Aunque se suele culpar a la desaceleración económica mundial por ser el freno de la creación de empleo, la verdad es que se habla ya de un problema estructural en el modelo económico actual. Al parecer, como explica el Banco Mundial, el crecimiento de la población mundial es un duro desafío para los gobiernos.

Inclusive se ha llegado a plantear la posibilidad de que exista un desequilibrio entre el número de egresados de las universidades y el de las ofertas laborales que pueden ofrecer las empresas.

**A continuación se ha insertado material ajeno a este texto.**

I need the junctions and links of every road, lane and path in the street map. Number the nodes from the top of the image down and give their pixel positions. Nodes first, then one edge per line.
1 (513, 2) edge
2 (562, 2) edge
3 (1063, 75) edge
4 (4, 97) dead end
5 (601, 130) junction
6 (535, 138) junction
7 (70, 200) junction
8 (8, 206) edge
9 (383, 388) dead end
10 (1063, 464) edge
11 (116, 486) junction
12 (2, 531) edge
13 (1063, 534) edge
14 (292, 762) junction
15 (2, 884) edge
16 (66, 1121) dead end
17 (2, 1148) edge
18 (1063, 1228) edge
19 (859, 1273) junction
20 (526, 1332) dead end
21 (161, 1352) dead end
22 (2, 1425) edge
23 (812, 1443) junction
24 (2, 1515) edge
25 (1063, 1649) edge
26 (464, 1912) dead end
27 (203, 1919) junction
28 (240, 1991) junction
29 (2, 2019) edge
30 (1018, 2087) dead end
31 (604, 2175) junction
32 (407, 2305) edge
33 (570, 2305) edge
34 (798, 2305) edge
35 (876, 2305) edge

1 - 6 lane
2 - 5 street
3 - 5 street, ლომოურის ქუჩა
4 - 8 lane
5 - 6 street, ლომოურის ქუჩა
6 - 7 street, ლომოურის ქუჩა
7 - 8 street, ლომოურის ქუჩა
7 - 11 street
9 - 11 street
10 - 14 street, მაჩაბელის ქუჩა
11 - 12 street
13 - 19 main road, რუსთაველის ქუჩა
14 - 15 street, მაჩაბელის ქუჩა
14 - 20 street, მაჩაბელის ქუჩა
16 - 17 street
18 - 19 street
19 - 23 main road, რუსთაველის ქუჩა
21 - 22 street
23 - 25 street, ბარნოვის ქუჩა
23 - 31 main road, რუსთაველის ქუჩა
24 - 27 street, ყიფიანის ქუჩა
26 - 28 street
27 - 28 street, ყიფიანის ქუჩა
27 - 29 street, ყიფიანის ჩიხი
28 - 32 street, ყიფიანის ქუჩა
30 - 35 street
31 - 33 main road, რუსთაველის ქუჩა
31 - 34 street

¿Más egresados y menos trabajo?


Para el rector de la Fundación Universitaria del Área Andina, Fernando Laverde, este “desequilibrio” carece de fundamento. “La oferta de trabajos no está por debajo de la demanda” afirma.

El verdadero problema, explica Laverde, es estructural y tiene que ver con la forma en la que están saliendo los nuevos profesionales al mercado. Más allá de la formación académica, es necesario dar un vistazo a la formación de habilidades, muchas necesarias para el siglo XXI.

Y es que los nuevos profesionales siguen las tendencias mundiales del trabajo y se alejan cada vez más del “conservador modelo educativo que tienen las universidades en Colombia” explica Laverde.

“Es verdad que hay un déficit de cerca de 90.000 ingenieros pero no necesariamente es algo que se pueda decir en general” continúa. Además, el número de egresados en cada carrera es algo cíclico. Hoy en día Administración de Empresas, las ingenierías, Medicina y Derecho gozan de amplia popularidad y son las más demandadas.

Lo cierto es que no hay ni mayor ni menor oferta de egresados en general, el problema es que las empresas no encuentran personal capacitado. Algo paradójico conociendo las altas tasas de informalidad y desempleo. Lo que sucede según las compañías, es que el personal que está disponible tiene muchos problemas para adaptarse al ambiente empresarial.

Y es aquí donde entran las habilidades del profesional del siglo XXI. El Foro Económico Mundial (WEF) explica que los nuevos profesionales más que conocer el campo de acción y retener conocimientos deben ser mejores para desenvolverse en los problemas cotidianos y aportar ideas.

La resolución de problemas es la clave

“Los jóvenes no saben cómo resolver problemas de múltiples soluciones, no tienen habilidades para trabajar en grupo y no manejan muy bien el asunto de las prioridades” afirma el rector de la Fundación Universitaria del Área Andina.

Por esta razón, el llamado es a la actualización de los nuevos profesionales. Es deber de las universidades adecuar los planes de estudios para que respondan a lo que las nuevas tendencias están demandando y enfocarse en desarrollar mejor las prácticas empresariales para aportar la experiencia necesaria a los jóvenes.

Si se sabe según la Organización Internacional del Trabajo que 3 de cada 4  jóvenes en los países en desarrollo que trabajan tienen un empleo inestable y que 9 de cada 10 lo hacen en la informalidad, es necesario emprender acciones para solucionar este problema.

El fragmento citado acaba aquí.